Section 61 of the CPA imposes product liability on suppliers. In other words, if a consumer uses a product or service which would include advice dispensed, and by using the product or service correctly dies, becomes ill or has property damaged, then the supplier of those goods is liable for all the damages suffered by the consumer.
This means that if a customer follows the advice posted on a website or social networking site, and consequently suffers damages, whether by economic loss or illness etc, they can sue the website or social network or the member of the social networking site to compensate them. This also includes, among others, any medical costs.
This form of liability cannot be limited by the supplier in terms of section 61 and the website.

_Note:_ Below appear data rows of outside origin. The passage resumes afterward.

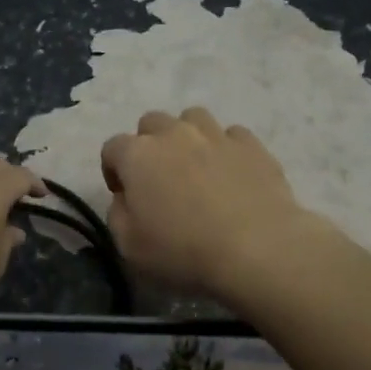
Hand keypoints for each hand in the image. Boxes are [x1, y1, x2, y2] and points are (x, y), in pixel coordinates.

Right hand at [99, 108, 323, 299]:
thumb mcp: (129, 246)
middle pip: (151, 123)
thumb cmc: (184, 251)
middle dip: (149, 145)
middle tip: (159, 178)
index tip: (124, 195)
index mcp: (138, 155)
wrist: (257, 248)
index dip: (113, 171)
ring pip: (193, 118)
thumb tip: (126, 198)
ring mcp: (216, 134)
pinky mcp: (251, 144)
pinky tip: (231, 172)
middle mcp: (174, 133)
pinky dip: (226, 148)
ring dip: (188, 137)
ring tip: (196, 166)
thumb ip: (118, 214)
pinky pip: (231, 135)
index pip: (112, 148)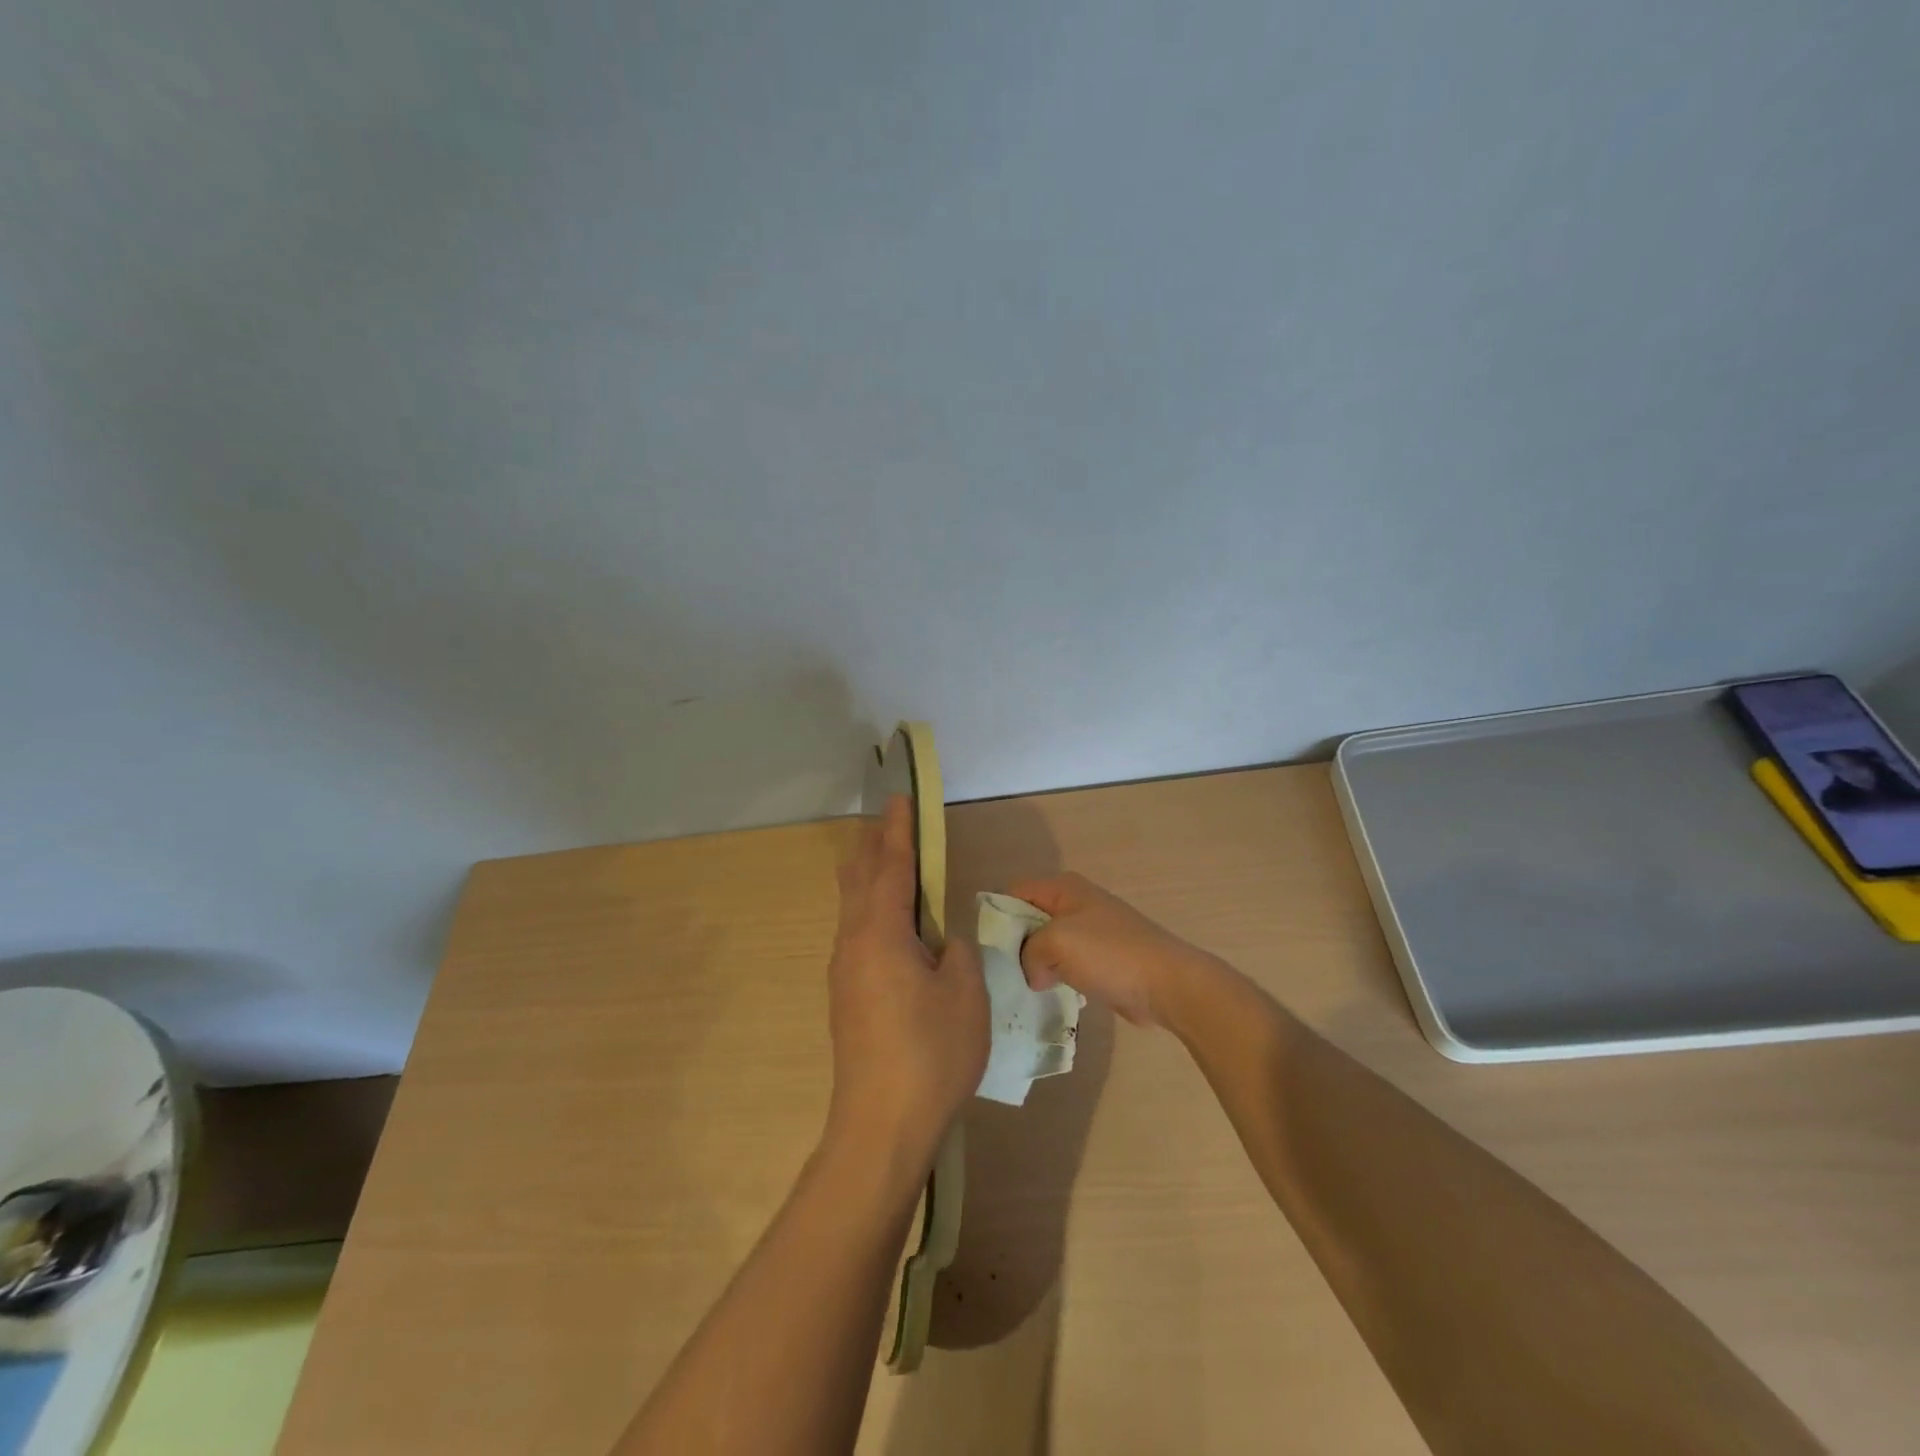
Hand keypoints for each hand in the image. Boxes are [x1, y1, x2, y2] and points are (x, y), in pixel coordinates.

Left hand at [824, 797, 987, 1176]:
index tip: (901, 798)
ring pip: (853, 907)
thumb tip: (941, 942)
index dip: (899, 830)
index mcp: (881, 933)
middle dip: (875, 847)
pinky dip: (871, 909)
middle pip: (860, 879)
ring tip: (888, 862)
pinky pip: (856, 933)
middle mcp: (853, 943)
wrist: (881, 1126)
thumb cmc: (930, 1053)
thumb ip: (956, 953)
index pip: (891, 866)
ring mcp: (844, 972)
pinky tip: (888, 923)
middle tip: (893, 823)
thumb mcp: (964, 994)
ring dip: (869, 877)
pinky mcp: (846, 997)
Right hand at [1009, 873, 1217, 1027]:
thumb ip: (1029, 952)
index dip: (999, 916)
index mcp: (1064, 888)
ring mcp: (1091, 932)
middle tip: (1004, 974)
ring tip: (1024, 989)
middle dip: (1017, 945)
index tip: (990, 949)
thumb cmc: (1110, 954)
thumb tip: (1034, 973)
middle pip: (1030, 919)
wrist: (1167, 984)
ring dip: (1038, 966)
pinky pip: (1067, 965)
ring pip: (1048, 945)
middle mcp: (1076, 903)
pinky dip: (1058, 978)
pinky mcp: (1102, 960)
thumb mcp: (1056, 942)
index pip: (1015, 892)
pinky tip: (1053, 997)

Social networks and members of the social networking site must be extremely careful about what information they make available online and how the consumer must follow it. The same applies to online advertisements.
Confidentiality has become critical and is taken seriously by the CPA. If you give away confidential information about your communities you could be at risk of up to ten years in jail. If you find yourself in contravention of any other section of the Act you may be fined up to 10% of your annual turnover for the preceding year, or R1 million.

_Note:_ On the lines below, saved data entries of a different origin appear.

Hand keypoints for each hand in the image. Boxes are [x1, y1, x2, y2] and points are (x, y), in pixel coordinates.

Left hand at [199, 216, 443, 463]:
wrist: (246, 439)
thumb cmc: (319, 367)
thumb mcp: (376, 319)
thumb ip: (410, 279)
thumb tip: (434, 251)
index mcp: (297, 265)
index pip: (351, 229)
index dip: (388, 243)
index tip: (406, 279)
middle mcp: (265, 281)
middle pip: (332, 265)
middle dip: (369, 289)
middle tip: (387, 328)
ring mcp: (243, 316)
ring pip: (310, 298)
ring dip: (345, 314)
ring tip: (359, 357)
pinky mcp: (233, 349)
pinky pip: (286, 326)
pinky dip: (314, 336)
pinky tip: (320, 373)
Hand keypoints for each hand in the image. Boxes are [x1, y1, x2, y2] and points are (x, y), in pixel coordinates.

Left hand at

The CPA does not prohibit advertisements and dispensing of advice over the Internet; however, all website owners and social networking forums must be aware of the rights the consumers will have when dealing with them, as well as the obligations they will have to fulfill under the CPA regarding the quality and source of the information they provide.
If these standards are not met it will not make the activity illegal, but it will open the website to lawsuits, including class actions.

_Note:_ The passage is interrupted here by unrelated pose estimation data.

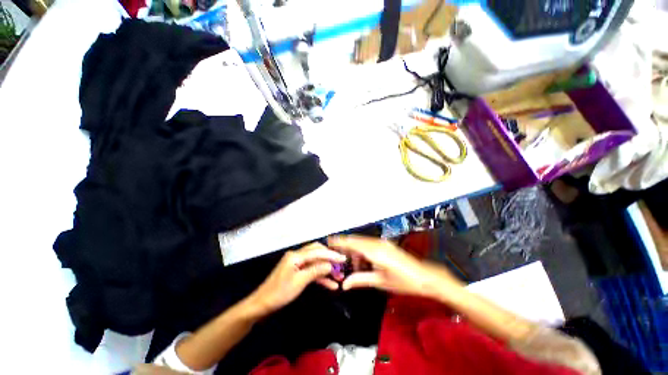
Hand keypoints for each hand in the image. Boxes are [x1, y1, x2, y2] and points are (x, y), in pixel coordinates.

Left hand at [246, 243, 345, 316]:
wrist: (262, 305)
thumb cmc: (279, 293)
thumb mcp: (299, 282)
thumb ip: (315, 271)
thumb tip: (330, 265)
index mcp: (296, 256)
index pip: (317, 252)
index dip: (331, 255)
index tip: (343, 258)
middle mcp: (297, 256)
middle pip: (317, 253)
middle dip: (330, 258)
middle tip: (342, 264)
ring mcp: (297, 264)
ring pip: (316, 263)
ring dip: (327, 269)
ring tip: (339, 277)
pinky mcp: (297, 272)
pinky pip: (311, 271)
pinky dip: (320, 277)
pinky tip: (330, 284)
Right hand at [328, 235, 462, 296]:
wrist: (425, 277)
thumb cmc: (403, 281)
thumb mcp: (380, 282)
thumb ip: (360, 280)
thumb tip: (345, 284)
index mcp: (374, 252)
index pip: (352, 243)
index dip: (339, 241)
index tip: (329, 241)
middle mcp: (377, 243)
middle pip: (356, 241)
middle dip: (347, 249)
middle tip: (341, 260)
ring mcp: (382, 243)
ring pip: (362, 243)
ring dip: (356, 252)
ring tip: (356, 268)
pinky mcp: (386, 245)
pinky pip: (369, 245)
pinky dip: (363, 252)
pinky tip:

The following are selected fundamental rights available to consumers in terms of Chapter 2 of the CPA and broadly speaking are most likely to affect websites and social networks:
- The right to fair and responsible marketing
- The right to fair and honest dealing
- The right to fair value, good quality and safety
Again, it is important for website owners, social networks and members of social networks to familiarise themselves with the requirements for marketing and advertising as contained in the CPA.
Defining Direct Marketing
Direct marketing, according to the CPA, entails approaching someone, in person or electronically (for example, email marketing or approaching a LinkedIn business connection), for the direct or indirect purpose of promoting or selling goods or services, or even requesting a donation.
The use of the verbal approach in the definition is crucial. A related form of marketing is catalogue marketing (governed by section 33 of the CPA). Unlike direct marketing, this is a form of interaction between business and the consumer where a product or service is sold, but not in person, for example online shopping or retailing.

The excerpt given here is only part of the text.